**Task to complete:**
Output exactly the lines from the one with "pinky mcp: (403, 111)" to the close of the records below, first and last included.

• • • •

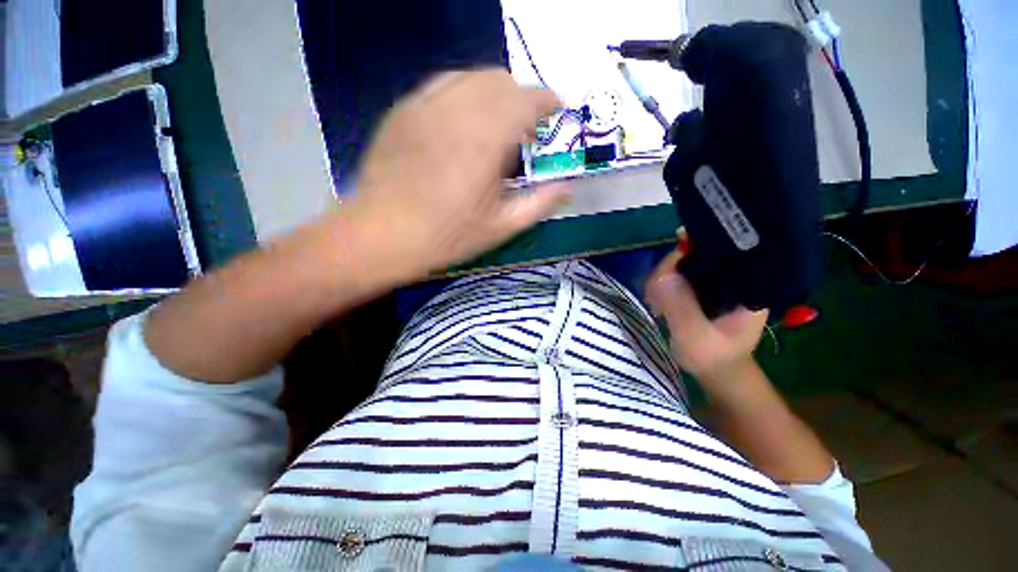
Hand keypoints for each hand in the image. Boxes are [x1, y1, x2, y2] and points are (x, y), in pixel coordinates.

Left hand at [350, 69, 569, 281]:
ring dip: (493, 93)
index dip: (548, 101)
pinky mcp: (403, 111)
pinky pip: (442, 86)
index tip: (557, 113)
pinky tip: (463, 122)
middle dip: (522, 98)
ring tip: (497, 123)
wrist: (383, 235)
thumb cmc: (447, 236)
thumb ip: (539, 204)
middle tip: (526, 128)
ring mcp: (425, 105)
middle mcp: (458, 110)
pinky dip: (464, 95)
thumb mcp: (501, 227)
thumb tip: (567, 188)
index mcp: (486, 139)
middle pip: (500, 80)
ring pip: (470, 77)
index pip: (527, 99)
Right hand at [645, 235, 768, 392]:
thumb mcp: (696, 337)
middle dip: (670, 269)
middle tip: (655, 295)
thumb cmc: (713, 358)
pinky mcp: (699, 286)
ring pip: (681, 263)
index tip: (671, 261)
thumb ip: (681, 308)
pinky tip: (657, 301)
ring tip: (656, 303)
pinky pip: (675, 274)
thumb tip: (663, 276)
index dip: (693, 248)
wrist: (718, 371)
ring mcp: (714, 280)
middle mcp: (732, 275)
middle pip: (695, 253)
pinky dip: (661, 284)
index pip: (719, 250)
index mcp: (746, 283)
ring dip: (661, 278)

• • • •

**Response area:**
pinky mcp: (403, 111)
pinky pip: (442, 86)
index tip: (557, 113)
pinky tip: (463, 122)
middle dip: (522, 98)
ring tip: (497, 123)
wrist: (383, 235)
thumb cmc: (447, 236)
thumb ip: (539, 204)
middle tip: (526, 128)
ring mcp: (425, 105)
middle mcp: (458, 110)
pinky dip: (464, 95)
thumb mcp: (501, 227)
thumb tip: (567, 188)
index mcp: (486, 139)
middle pip: (500, 80)
ring pip: (470, 77)
index pip: (527, 99)
Right hand at [645, 235, 768, 392]:
thumb mcp: (696, 337)
middle dip: (670, 269)
middle tip: (655, 295)
thumb cmc: (713, 358)
pinky mcp: (699, 286)
ring pip: (681, 263)
index tip: (671, 261)
thumb ip: (681, 308)
pinky tip: (657, 301)
ring tip: (656, 303)
pinky pip: (675, 274)
thumb tip: (663, 276)
index dip: (693, 248)
wrist: (718, 371)
ring mcp: (714, 280)
middle mcp: (732, 275)
middle pip: (695, 253)
pinky dip: (661, 284)
index pip: (719, 250)
index mcp: (746, 283)
ring dip: (661, 278)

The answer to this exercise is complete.